Je ne lâcherai pas le sujet. L’eau est le grand défi de l’Humanité pour le siècle à venir. Le dérèglement du climat est aussi un dérèglement du cycle de l’eau duquel dépendent toutes les activités des sociétés humaines. Pourtant, l’eau tient une place très secondaire dans le débat politique ordinaire. C’est pourquoi je m’efforce, dès que j’en ai l’occasion, d’en montrer les enjeux. Ces dernières semaines je suis allé voir le Doubs à sec, puis dans le marais poitevin participer à une manifestation contre un système d’irrigation irresponsable inventé par l’agriculture productiviste. Ces visites sont racontées dans deux « vlogs » disponibles sur ma chaîne YouTube. Je crois que les images, leur puissance évocatrice peuvent éveiller les consciences. J’ai donc continué la série des déplacements sur ce thème, vendredi 23 dans le Morvan.
Ici, je voudrais évoquer le sujet de la financiarisation de l’eau. En effet, l’eau devient rare dans plusieurs endroits du globe. Dès lors, le capitalisme financier et boursicoteur est alléché. Il y voit naturellement une source de profit et de spéculation. Nous avions déjà constaté cela en Australie lorsque des incendies avaient ravagé ce pays à l’automne 2019. L’eau manquait alors pour lutter contre leur propagation. La raison ? En Australie, n’importe quel acteur privé peut acquérir des quotas d’utilisation de l’eau douce disponible. Or, peu avant les incendies, une quantité importante d’eau disponible avait été acquise par un fonds de pension canadien. Il comptait l’utiliser pour irriguer des champs d’amandiers destinés à payer des retraites par capitalisation. Et pour cette raison, l’eau manquait en Australie.
La Californie aussi s’est dotée du même système de quotas depuis 2014. Et donc, elle a créé un marché de l’eau comme réponse aux pénuries de plus en plus répétées qu’elle subit. Évidemment, le propre d’un tel marché est la volatilité des prix. Quand l’eau vient à manquer, son prix augmente. Chacun se rend bien compte de la dangerosité d’une telle invention. Mais la Californie vient de passer un nouveau stade. Deux bourses américaines viennent d’autoriser des produits dérivés sur l’eau. C’est-à-dire la spéculation sur l’eau. Les boursicoteurs pouvant acheter plusieurs mois à l’avance de litres d’eau et les revendre plusieurs fois avant qu’une goutte de cette eau ne soit effectivement utilisée.

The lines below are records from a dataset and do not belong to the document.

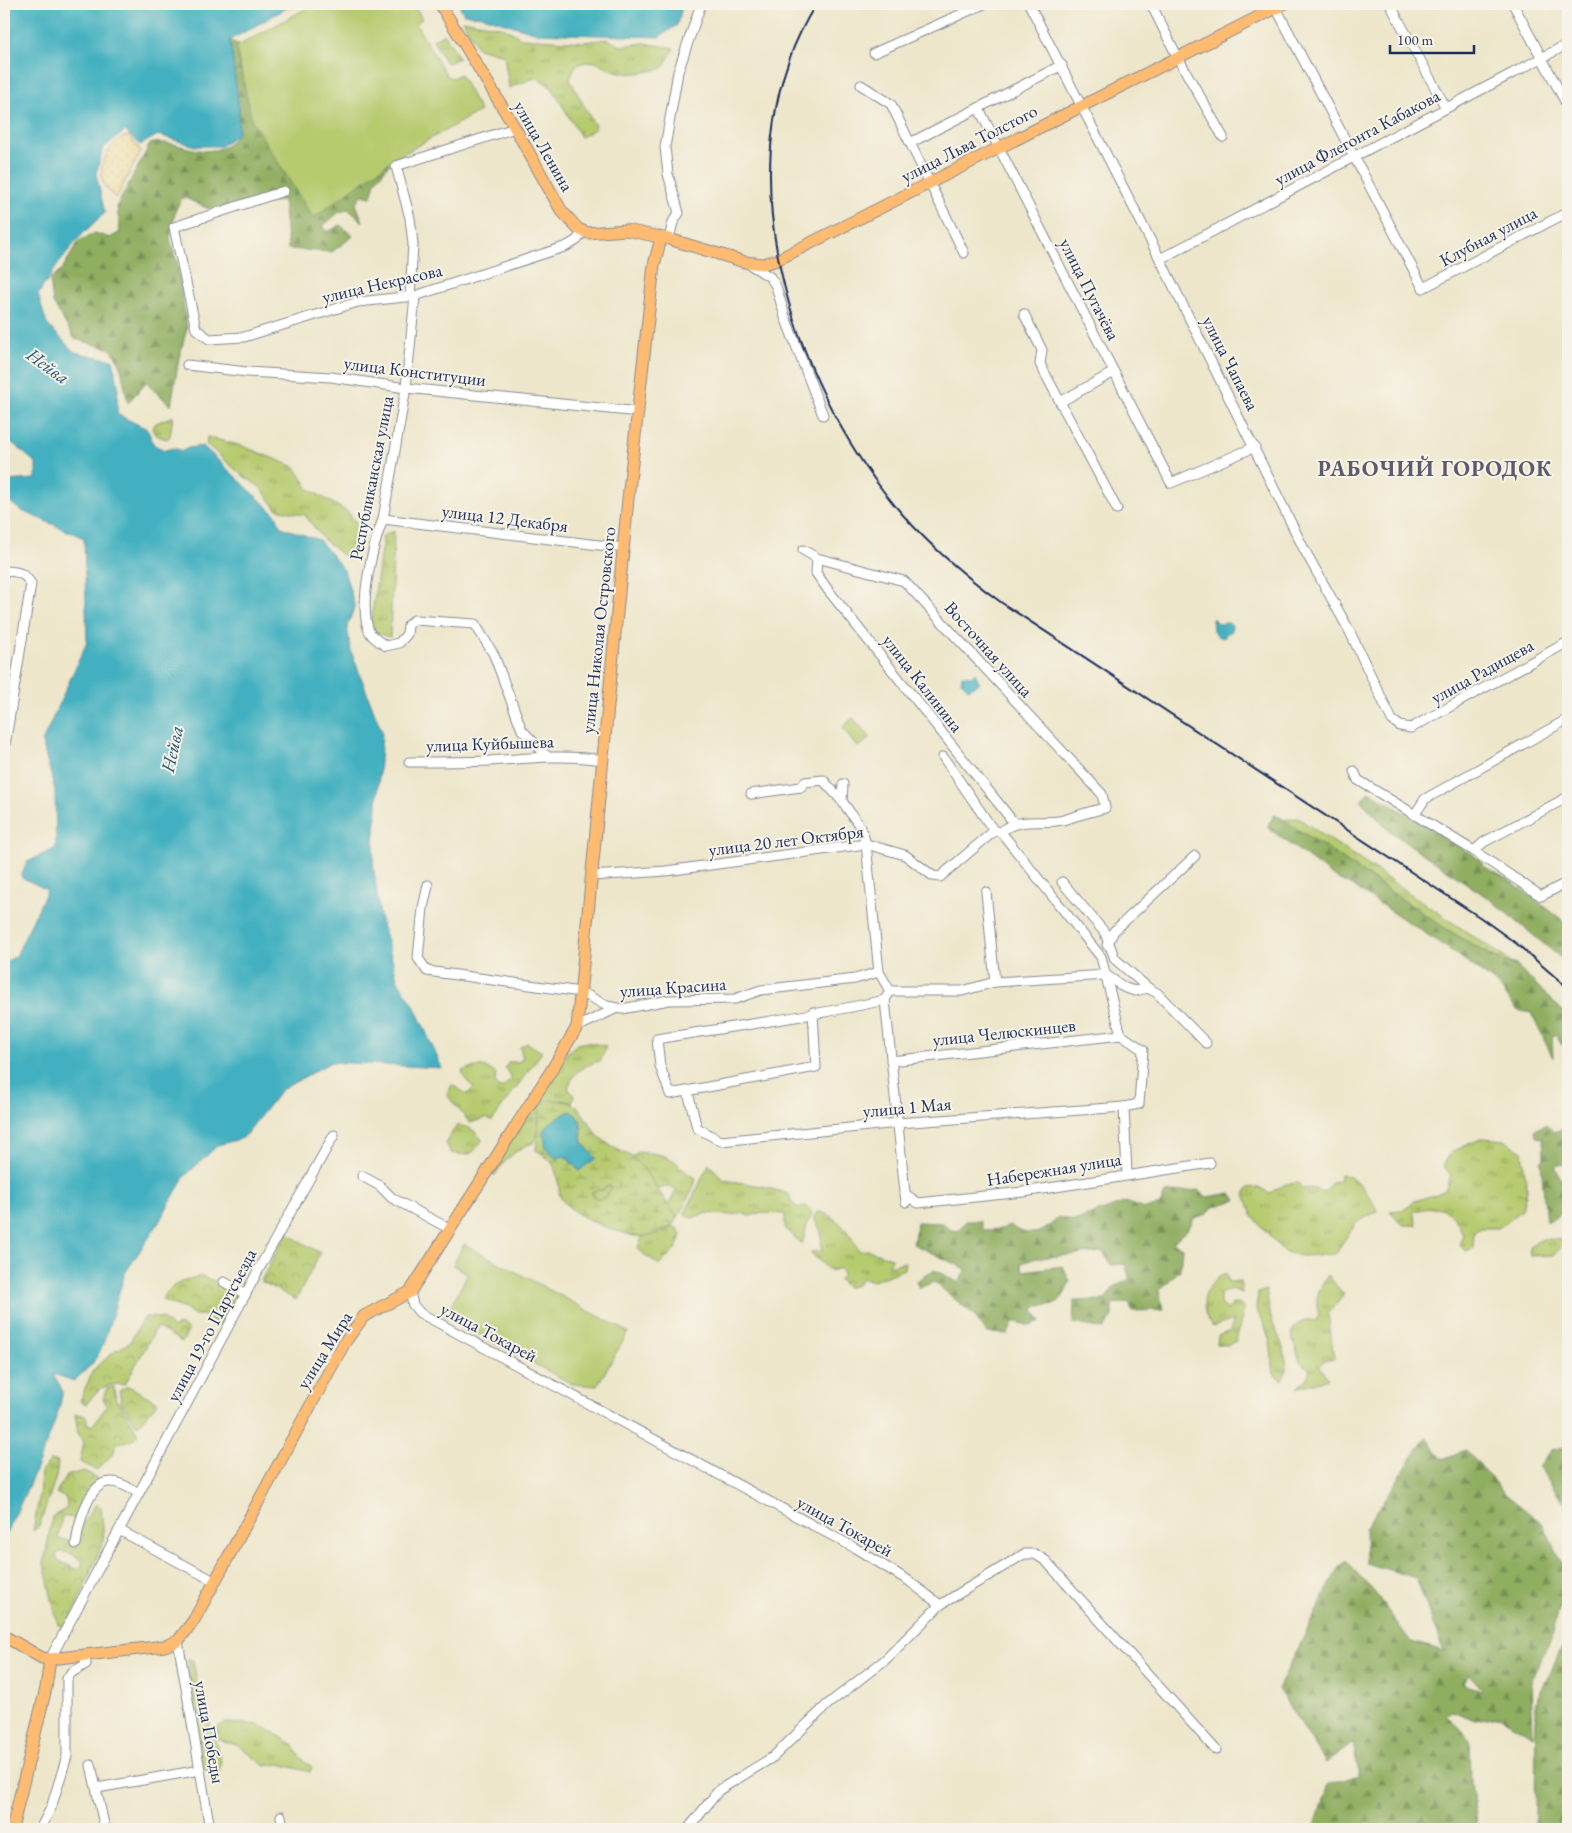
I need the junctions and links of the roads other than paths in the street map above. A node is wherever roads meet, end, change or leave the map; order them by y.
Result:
1 (440, 4) edge
2 (701, 4) edge
3 (984, 4) edge
4 (1029, 4) edge
5 (1151, 4) edge
6 (1390, 4) edge
7 (1513, 4) edge
8 (1278, 5) edge
9 (1568, 44) edge
10 (874, 53) dead end
11 (1542, 57) junction
12 (1178, 58) junction
13 (1062, 65) junction
14 (861, 85) dead end
15 (1082, 105) junction
16 (1568, 107) edge
17 (1446, 108) junction
18 (979, 109) junction
19 (515, 128) junction
20 (1223, 137) dead end
21 (910, 144) junction
22 (999, 147) junction
23 (1354, 157) junction
24 (929, 182) junction
25 (284, 191) dead end
26 (1568, 212) edge
27 (583, 231) junction
28 (665, 239) junction
29 (964, 253) dead end
30 (1160, 258) junction
31 (745, 262) junction
32 (413, 296) junction
33 (1024, 314) dead end
34 (187, 364) dead end
35 (1114, 372) junction
36 (406, 388) junction
37 (1060, 402) junction
38 (639, 412) junction
39 (823, 415) dead end
40 (1255, 447) junction
41 (1117, 510) dead end
42 (383, 519) junction
43 (624, 548) junction
44 (803, 550) dead end
45 (817, 558) junction
46 (4, 570) edge
47 (1568, 642) edge
48 (8, 699) edge
49 (1568, 719) edge
50 (1411, 728) joint
51 (4, 752) edge
52 (547, 756) junction
53 (944, 758) dead end
54 (603, 760) junction
55 (409, 762) dead end
56 (1354, 771) dead end
57 (844, 784) dead end
58 (751, 794) dead end
59 (1568, 797) edge
60 (842, 801) junction
61 (1105, 808) joint
62 (1416, 814) junction
63 (1014, 824) junction
64 (998, 832) junction
65 (866, 844) junction
66 (1474, 851) junction
67 (1195, 856) dead end
68 (592, 876) junction
69 (1062, 882) dead end
70 (1568, 882) edge
71 (428, 885) dead end
72 (986, 892) dead end
73 (1108, 944) junction
74 (1101, 957) junction
75 (879, 972) junction
76 (1106, 975) junction
77 (996, 982) junction
78 (1148, 988) junction
79 (890, 991) junction
80 (581, 992) junction
81 (885, 1000) junction
82 (615, 1008) junction
83 (813, 1012) junction
84 (577, 1027) junction
85 (1121, 1035) junction
86 (1206, 1043) dead end
87 (891, 1061) junction
88 (688, 1092) junction
89 (1124, 1107) junction
90 (898, 1124) junction
91 (334, 1135) dead end
92 (1210, 1163) dead end
93 (1127, 1174) junction
94 (362, 1176) dead end
95 (450, 1230) junction
96 (224, 1282) dead end
97 (410, 1292) junction
98 (246, 1294) junction
99 (139, 1493) junction
100 (119, 1530) junction
101 (76, 1544) dead end
102 (214, 1581) junction
103 (940, 1605) junction
104 (4, 1636) edge
105 (178, 1641) junction
106 (86, 1654) junction
107 (50, 1659) junction
108 (1216, 1750) dead end
109 (92, 1765) dead end
110 (200, 1770) junction
111 (97, 1788) junction
112 (281, 1816) dead end
113 (12, 1829) edge
114 (40, 1829) edge
115 (104, 1829) edge
116 (210, 1829) edge
117 (283, 1829) edge
118 (688, 1829) edge

1 - 19 main road, улица Ленина
2 - 28 street
3 - 10 street
4 - 13 street, улица Чапаева
5 - 12 street
6 - 17 street
7 - 11 street
8 - 12 main road, улица Льва Толстого
8 - 23 street
9 - 11 street, улица Флегонта Кабакова
11 - 16 street
11 - 17 street, улица Флегонта Кабакова
12 - 15 main road, улица Льва Толстого
12 - 20 street
13 - 15 street, улица Чапаева
13 - 18 street
14 - 21 street
15 - 22 main road, улица Льва Толстого
15 - 30 street, улица Чапаева
17 - 23 street, улица Флегонта Кабакова
18 - 21 street
18 - 22 street, улица Пугачёва
19 - 27 main road, улица Ленина
19 - 32 street, Республиканская улица
21 - 24 street
22 - 24 main road, улица Льва Толстого
22 - 35 street, улица Пугачёва
23 - 26 street, Клубная улица
23 - 30 street, улица Флегонта Кабакова
24 - 29 street
24 - 31 main road, улица Льва Толстого
25 - 32 street, улица Некрасова
27 - 28 main road
27 - 32 street, улица Некрасова
28 - 31 main road, улица Льва Толстого
28 - 38 main road, улица Николая Островского
30 - 40 street, улица Чапаева
31 - 39 street
32 - 36 street, Республиканская улица
33 - 37 street
34 - 36 street, улица Конституции
35 - 37 street
35 - 40 street, улица Пугачёва
36 - 38 street, улица Конституции
36 - 42 street, Республиканская улица
37 - 41 street
38 - 43 main road, улица Николая Островского
40 - 50 street, улица Чапаева
42 - 43 street, улица 12 Декабря
42 - 52 street, Республиканская улица
43 - 54 main road, улица Николая Островского
44 - 45 street, Восточная улица
45 - 61 street, Восточная улица
45 - 63 street, улица Калинина
46 - 48 street
47 - 50 street, улица Радищева
48 - 51 street
49 - 62 street
52 - 54 street, улица Куйбышева
52 - 55 street, улица Куйбышева
53 - 64 street, улица Калинина
54 - 68 main road, улица Николая Островского
56 - 62 street
57 - 60 street
58 - 60 street
59 - 66 street
60 - 65 street
61 - 63 street, улица 20 лет Октября
62 - 66 street
63 - 64 street, улица 20 лет Октября
64 - 65 street, улица 20 лет Октября
64 - 74 street, улица Калинина
65 - 68 street, улица 20 лет Октября
65 - 75 street
66 - 70 street
67 - 73 street
68 - 80 main road, улица Николая Островского
69 - 73 street
71 - 80 street, улица Красина
72 - 77 street
73 - 74 street
73 - 78 street
74 - 76 street, улица Калинина
75 - 79 street
75 - 82 street, улица Красина
76 - 77 street
76 - 78 street
76 - 85 street, улица Калинина
77 - 79 street
78 - 86 street
79 - 81 street
80 - 82 street, улица Красина
80 - 84 main road, улица Николая Островского
81 - 83 street
81 - 87 street
82 - 84 street
83 - 88 street
83 - 88 street
84 - 95 main road, улица Мира
85 - 87 street, улица Челюскинцев
85 - 89 street
87 - 90 street
88 - 90 street, улица 1 Мая
89 - 90 street, улица 1 Мая
89 - 93 street
90 - 93 street, Набережная улица
91 - 98 street, улица 19-го Партсъезда
92 - 93 street, Набережная улица
94 - 95 street
95 - 97 main road, улица Мира
96 - 98 street
97 - 102 main road, улица Мира
97 - 103 street, улица Токарей
98 - 99 street, улица 19-го Партсъезда
99 - 100 street, улица 19-го Партсъезда
99 - 101 street
100 - 102 street
100 - 107 street, улица 19-го Партсъезда
102 - 105 main road, улица Мира
103 - 108 street
103 - 118 street
104 - 107 main road
105 - 106 main road
105 - 110 street, улица Победы
106 - 107 main road
106 - 114 street
107 - 113 main road
109 - 111 street
110 - 111 street
110 - 116 street, улица Победы
111 - 115 street
112 - 117 street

Ce type de financiarisation d’un bien commun naturel s’est déjà produit. L’agriculture dominante fonctionne sur ce modèle. Nous pouvons en voir les résultats. Le volume de produits dérivés échangés sur les marchés a été multiplié par 16 depuis 2000. Et seulement 2% des échanges sur les marchés financiers agricoles correspondent à des livraisons réelles de récoltes. La plupart sont achetées et revendues plusieurs fois avant même d’être semées. Cette configuration renforce les possibilités de flambée de prix. En 2007-2008, une bulle spéculative avait fait s’envoler le cours du blé de 164% en quelques semaines, provoquant des émeutes de la faim dans de nombreux pays.
Les deux tiers de la population mondiale vont subir des pénuries régulières d’eau potable dans la décennie à venir. La perturbation écologique du cycle de l’eau est certaine. Elle n’est pas évitable même si nous pouvons encore stopper des pratiques qui l’aggravent. Surtout, nous avons à décider collectivement comment nous allons gérer l’eau à l’avenir. Par les méthodes du capitalisme financier ou celle du collectif ? L’eau transformée en produit financier, ce n’est pas une dystopie lointaine. C’est en train de se produire en ce moment. La création de produits dérivés aux États-Unis en est un signe. L’OPA de Véolia sur Suez chez nous, un autre. Cette voie sera une catastrophe. Elle signifie que le fric serait le seul moyen de repartir l’eau douce entre les différents usages. Les insoumis proposent de reconnaître que l’eau est un bien commun. Elle ne doit pas pouvoir être appropriée. Puisque nous voulons décider collectivement de son usage, alors son régime doit être la propriété collective.